This repository contains necessary software for Imprimis, a fully autonomous ground vehicle developed by the HyperRobotics VIP at VCU. The ROS packages inside imprimis_ws run on the robot's main PC to process sensor information, make autonomous decisions, and communicate with the robot's onboard microcontrollers. The firmwares in EspFirmware run on the robot's microcontrollers which handle hardware connectivity and control.
- Board A: ESP32 connected to the Main PC, status lights, radio receiver, and wirelessly to board B
- Board B: ESP32 connected to the robot's motors and wirelessly to board A
- imprimis_hardware_platform: Contains all configuration files for hardware and sensors, and implements the hardware interface. Has a launch file which starts up all the hardware, either real or simulated.
- imprimis_description: Describes the robot with URDF files for other packages.
- imprimis_navigation: Contains all configuration and launch files for localization and nav2.
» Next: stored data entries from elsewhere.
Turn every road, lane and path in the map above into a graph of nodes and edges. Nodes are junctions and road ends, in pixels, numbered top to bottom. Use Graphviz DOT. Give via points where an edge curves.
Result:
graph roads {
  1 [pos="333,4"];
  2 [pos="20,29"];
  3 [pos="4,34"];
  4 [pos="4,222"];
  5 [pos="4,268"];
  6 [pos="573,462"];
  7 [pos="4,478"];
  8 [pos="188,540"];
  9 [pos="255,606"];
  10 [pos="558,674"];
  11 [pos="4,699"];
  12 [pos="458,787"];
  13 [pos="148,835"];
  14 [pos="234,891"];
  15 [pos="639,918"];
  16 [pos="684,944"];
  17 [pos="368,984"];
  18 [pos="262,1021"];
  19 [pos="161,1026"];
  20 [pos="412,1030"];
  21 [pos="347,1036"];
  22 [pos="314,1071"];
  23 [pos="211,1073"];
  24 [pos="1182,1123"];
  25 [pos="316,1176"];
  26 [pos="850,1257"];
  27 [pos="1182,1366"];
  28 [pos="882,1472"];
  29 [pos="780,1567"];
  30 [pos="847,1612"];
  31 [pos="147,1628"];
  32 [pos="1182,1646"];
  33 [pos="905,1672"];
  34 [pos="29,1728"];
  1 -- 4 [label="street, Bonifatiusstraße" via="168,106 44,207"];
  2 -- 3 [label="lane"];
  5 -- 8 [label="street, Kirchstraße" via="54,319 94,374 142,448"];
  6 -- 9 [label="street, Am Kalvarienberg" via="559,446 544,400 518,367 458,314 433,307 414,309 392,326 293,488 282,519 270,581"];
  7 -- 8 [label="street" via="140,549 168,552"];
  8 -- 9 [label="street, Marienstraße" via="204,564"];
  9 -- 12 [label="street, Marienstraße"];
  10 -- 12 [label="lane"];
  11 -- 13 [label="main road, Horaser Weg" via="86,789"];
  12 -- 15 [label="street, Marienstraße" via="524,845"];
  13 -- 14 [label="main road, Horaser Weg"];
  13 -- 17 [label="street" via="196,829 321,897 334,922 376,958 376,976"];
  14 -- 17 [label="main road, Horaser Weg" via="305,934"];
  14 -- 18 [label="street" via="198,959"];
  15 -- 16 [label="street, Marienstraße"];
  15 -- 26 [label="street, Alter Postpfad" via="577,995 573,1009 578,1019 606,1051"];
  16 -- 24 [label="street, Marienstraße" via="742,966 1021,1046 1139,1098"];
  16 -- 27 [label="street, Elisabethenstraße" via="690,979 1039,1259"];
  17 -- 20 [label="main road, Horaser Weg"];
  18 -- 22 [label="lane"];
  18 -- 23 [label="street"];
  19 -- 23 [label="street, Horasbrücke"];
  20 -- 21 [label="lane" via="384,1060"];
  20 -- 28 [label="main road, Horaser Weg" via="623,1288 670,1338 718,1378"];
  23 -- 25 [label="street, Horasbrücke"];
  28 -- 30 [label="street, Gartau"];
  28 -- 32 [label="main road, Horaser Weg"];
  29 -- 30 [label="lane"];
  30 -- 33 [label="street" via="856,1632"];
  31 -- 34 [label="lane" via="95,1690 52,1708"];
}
- gps_nav_bridge: Handles input navigation waypoints and GPS goal -> map goal conversion.
- um7: Driver for the um7 IMU.
- lidarslam, lidarslam_msgs, scanmatcher, thirdparty: Packages used for SLAM with the Lidar.
- serial-ros2: Serial library for microcontroller communications.
This software usually runs on the robot's main computer, but it is possible to run in a simulated mode on a different machine with the following steps:
- Ensure you are running Ubuntu 24.04 and install ROS2 Jazzy.
- Source ROS:
source /opt/ros/jazzy/setup.bash - Clone this repository:
git clone https://github.com/Hyperloop-VCU/imprimis.git - Navigate to workspace root:
cd imprimis/imprimis_ws - Install ROS dependencies:
rosdep install --from-paths src --ignore-src -r -y - Build workspace:
colcon build - Source workspace:
source install/setup.bash - Change permissions for gazebo fixer script:
chmod 777 ./fix_gazebo.bash - Run the gazebo fixer script:
./fix_gazebo.bash - Launch simulated robot:
ros2 launch imprimis_navigation basic_nav.launch.py hardware_type:=simulated
You should see two windows appear - a simulated world with the robot in it (gazebo), and a ROS visualization tool (rviz) which shows the LiDAR data and navigation maps.
Be patient - it takes some time for everything to start up. Once you see the navigation maps on the ground, you can give the robot a goal waypoint by using the "2D Goal Pose" tool in the top bar of rviz. The robot will begin navigating to the goal, avoiding obstacles along the way.